Building LSM-Tree Storage Engine in Rust

How I built a key-value storage engine from scratch in Rust, implementing an LSM-Tree with a custom SkipList, Write-Ahead Log, Bloom Filters, and multi-level compaction.

I have always been fascinated by how databases actually work under the hood. We rely on them every single day. Yet the inner mechanics of how they safely store data at high speeds can feel like magic. I wanted to demystify this process for myself. I decided the absolute best way to learn was to build my own key-value storage engine from scratch. I specifically wanted to deeply understand a concept called a Log-Structured Merge Tree. Many traditional databases use a different structure called a B-Tree. Those are excellent for finding information quickly. However, they can struggle during heavy write operations because they constantly overwrite data in random physical locations. I wanted to build a system in Rust that avoids this specific bottleneck. That pure curiosity turned into my personal learning project called lsmdb. It is a simple key-value store that turns chaotic writes into extremely fast consecutive disk operations.

Designing the Concurrency Model

The first major lesson I learned was about coordinating simultaneous actions. A storage engine has to manage incoming data and read requests all at the exact same time. If the engine stops all data traffic just to handle a single process, the entire program pauses. In software terms, this is known as lock contention. To solve this puzzle, I carefully designed the central Storage Engine coordinator. I realized I needed different synchronization tools for completely different jobs. For example, I used a strict Mutex lock for active memory operations.

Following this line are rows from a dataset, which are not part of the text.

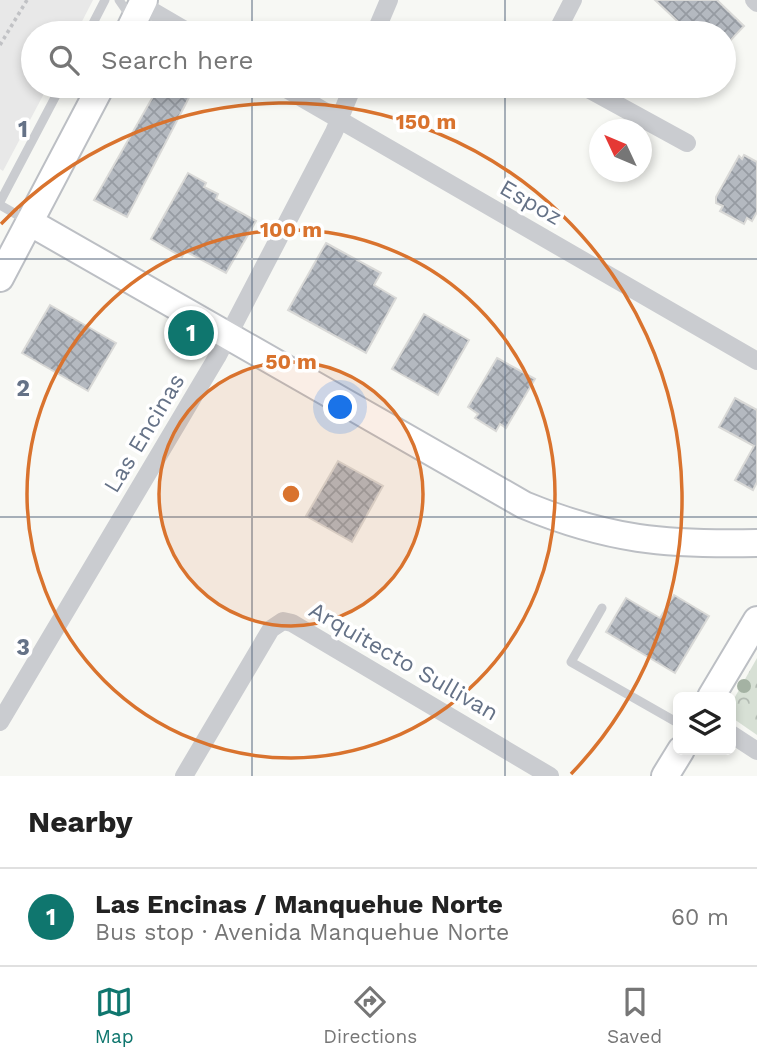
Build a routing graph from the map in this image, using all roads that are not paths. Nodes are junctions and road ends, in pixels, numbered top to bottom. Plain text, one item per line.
1 (105, 0) edge
2 (388, 0) edge
3 (573, 0) edge
4 (133, 12) edge
5 (94, 21) edge
6 (157, 21) edge
7 (380, 21) edge
8 (562, 21) edge
9 (55, 98) edge
10 (95, 98) edge
11 (302, 98) edge
12 (348, 98) edge
13 (605, 98) edge
14 (340, 120) junction
15 (687, 143) dead end
16 (0, 204) edge
17 (31, 223) junction
18 (0, 278) edge
19 (228, 337) junction
20 (757, 361) edge
21 (757, 543) edge
22 (602, 608) dead end
23 (757, 620) edge
24 (714, 692) edge
25 (673, 720) edge
26 (0, 722) edge
27 (736, 737) edge
28 (757, 751) edge
29 (678, 755) edge
30 (190, 774) edge
31 (550, 776) edge
32 (665, 776) edge

1 - 5 lane
2 - 7 street
3 - 8 street
4 - 6 street
9 - 16 lane
10 - 17 street
11 - 14 street, Espoz
12 - 14 street, Las Encinas
13 - 15 street
14 - 19 street, Las Encinas
14 - 20 street, Espoz
16 - 17 lane
17 - 18 street
17 - 19 street
19 - 21 street
19 - 26 street, Las Encinas
22 - 25 lane
23 - 24 street
27 - 28 street
29 - 32 street
30 - 31 street, Arquitecto Sullivan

This guarantees a highly fair waiting line where every incoming write request gets an equal turn. On the other hand, the background disk tasks use shared references. They grab the necessary data reference and release the lock instantly. This keeps the main application running rapidly without any annoying delays.

src/lib.rs

pub struct StorageEngine {
    active_memtable: Arc<Mutex<MemTable>>,
    immutable_memtable: Arc<Mutex<Option<Arc<MemTable>>>>,
    wal: Arc<Mutex<Wal>>,
    sstables: Arc<RwLock<Vec<Vec<SSTableReader>>>>,
    manifest: Arc<RwLock<Manifest>>,
    memtable_capacity: usize,
    next_seq_num: Arc<AtomicU64>,
    db_path: Arc<PathBuf>,
    block_cache: BlockCache,
    flush_condvar: Arc<(Mutex<bool>, Condvar)>,
}

Taming Memory with a Custom SkipList

Another fascinating challenge was handling incoming data before it ever reaches the physical disk. Every new piece of data first lands in an in-memory buffer called the MemTable. Think of this as a bustling waiting room. Standard programming approaches often allocate tiny blocks of memory for every single new record. I quickly realized this creates severe memory fragmentation and wastes valuable processing time. To fix this entirely, I built a custom probabilistic SkipList. I paired this data structure with a highly specialized Arena allocator. This allocator grabs a giant block of memory upfront. It then tightly packs new data right next to each other sequentially. Building this taught me how to achieve incredibly fast memory access while eliminating wasted overhead completely.

src/memtable/skiplist.rs

#[repr(C)]
struct Node<K, V> {
    key: K,
    value: V,
    height: usize,
}

impl<K, V> Node<K, V> {
    #[inline]
    fn next_array_offset() -> usize {
        let base_size = std::mem::size_of::<Self>();
        let align = std::mem::align_of::<AtomicPtr<Node<K, V>>>();
        (base_size + align - 1) & !(align - 1)
    }

    fn new(key: K, value: V, height: usize, arena: &Arena) -> *mut Self {
        let offset = Self::next_array_offset();
        let size = offset + height * std::mem::size_of::<AtomicPtr<Node<K, V>>>();

        let ptr = arena.allocate(size) as *mut Self;

        unsafe {
            ptr::write(ptr, Self { key, value, height });

            let next_array = (ptr as *mut u8).add(offset) as *mut AtomicPtr<Node<K, V>>;
            for i in 0..height {
                ptr::write(next_array.add(i), AtomicPtr::new(ptr::null_mut()));
            }
        }

        ptr
    }
}

Beating Memory Fragmentation

Building the custom SkipList was only half the battle. Standard tools still fragment memory behind the scenes if you are not careful. So I designed a completely lock-free bump-pointer Arena Allocator. This strategy is like buying a massive parking garage instead of renting individual parking spaces one by one. The algorithm claims millions of bytes from the operating system instantly. It then hands out perfectly aligned pieces using a rapid atomic math calculation. It practically removed the memory allocation bottleneck entirely.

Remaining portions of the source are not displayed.